In October 2017, when an Israeli judoka Tal Flicker won gold in an international judo championship in the UAE, officials refused to fly the Israeli flag and play the Israeli national anthem, instead playing the official music of the International Judo Federation (IJF) and flying the IJF's logo. The UAE also banned Israeli athletes from wearing their country's symbols on uniforms, having to wear IJF uniforms. Other contestants such as Gili Cohen received similar treatment. In October 2018, the UAE reversed its position allowing the Israeli flag be displayed and anthem played when an Israeli judoka Sagi Muki won a gold medal in the Judo Grand Competition, with the Israeli Minister of Culture and Sport, Miri Regev, attending the events in Abu Dhabi.

The 2019 AFC Asian Cup held in January 2019 was another turning point.
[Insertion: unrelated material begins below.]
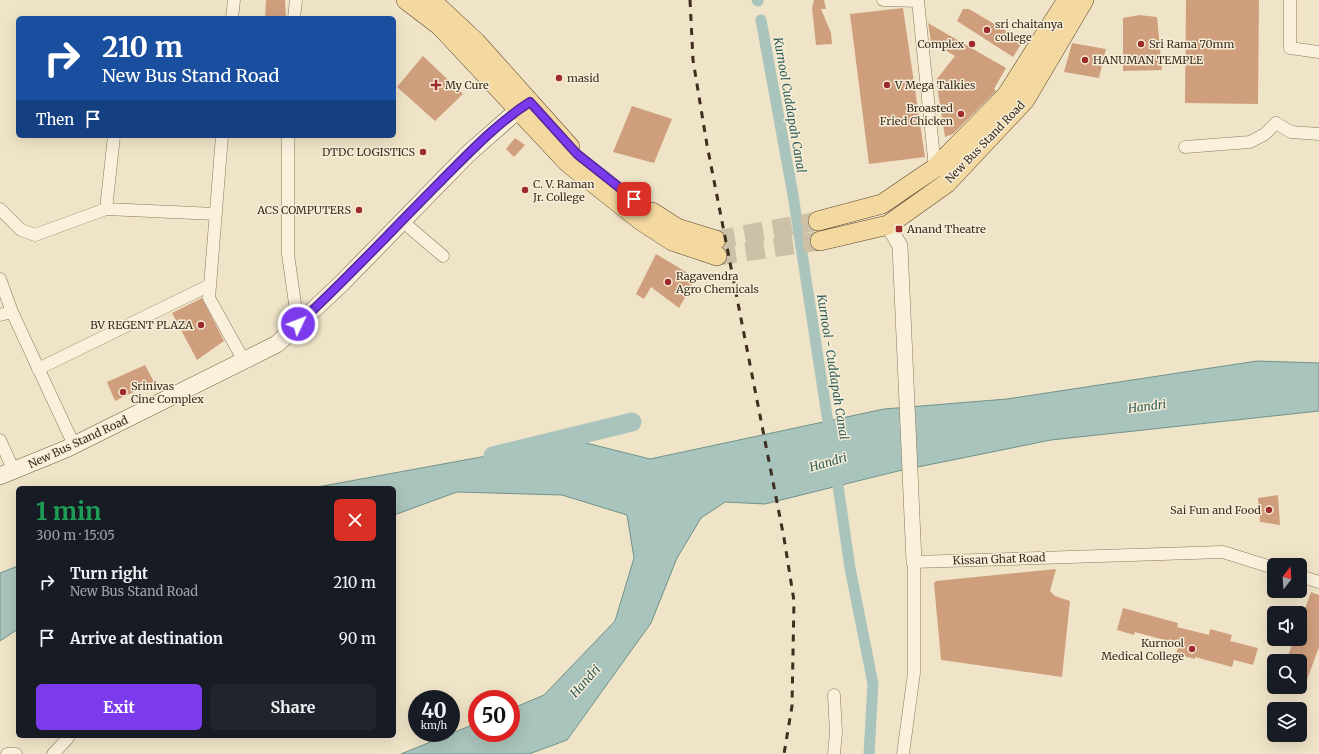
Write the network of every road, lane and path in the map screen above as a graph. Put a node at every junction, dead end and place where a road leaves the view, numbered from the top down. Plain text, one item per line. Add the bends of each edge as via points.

For the first time since the expulsion of Israel from the Asian Football Confederation, the UAE allowed Israeli TV channel, Sport 5, to directly broadcast the tournament held in the country. This was seen as a sign of warming relations between two nations. Sport 5 officially broadcast the opening match between the UAE and Bahrain, and had remained active until the end of the tournament. In March 2019, Israeli athletes participated in the 2019 Special Olympics World Summer Games, held in Abu Dhabi.

On 9 May 2019, the first team sporting match between Israel and the UAE took place at the Netball Europe Open Challenge at the National Sporting Centre in the Isle of Man.

In November 2019, 17-year-old Israeli Alon Leviev won the gold medal in the junior category at the Ju-jitsu World Championship, held in Abu Dhabi. In the same competition, Nimrod Ryder won another gold medal, while Ronnie Nessimian, Meshi Rosenfeld and Roy Dagan won other medals.

In September 2020, Israeli Dia Saba joined Emirati club Al-Nasr, to become the first Israeli to play in the UAE and Gulf States, following the normalization agreement.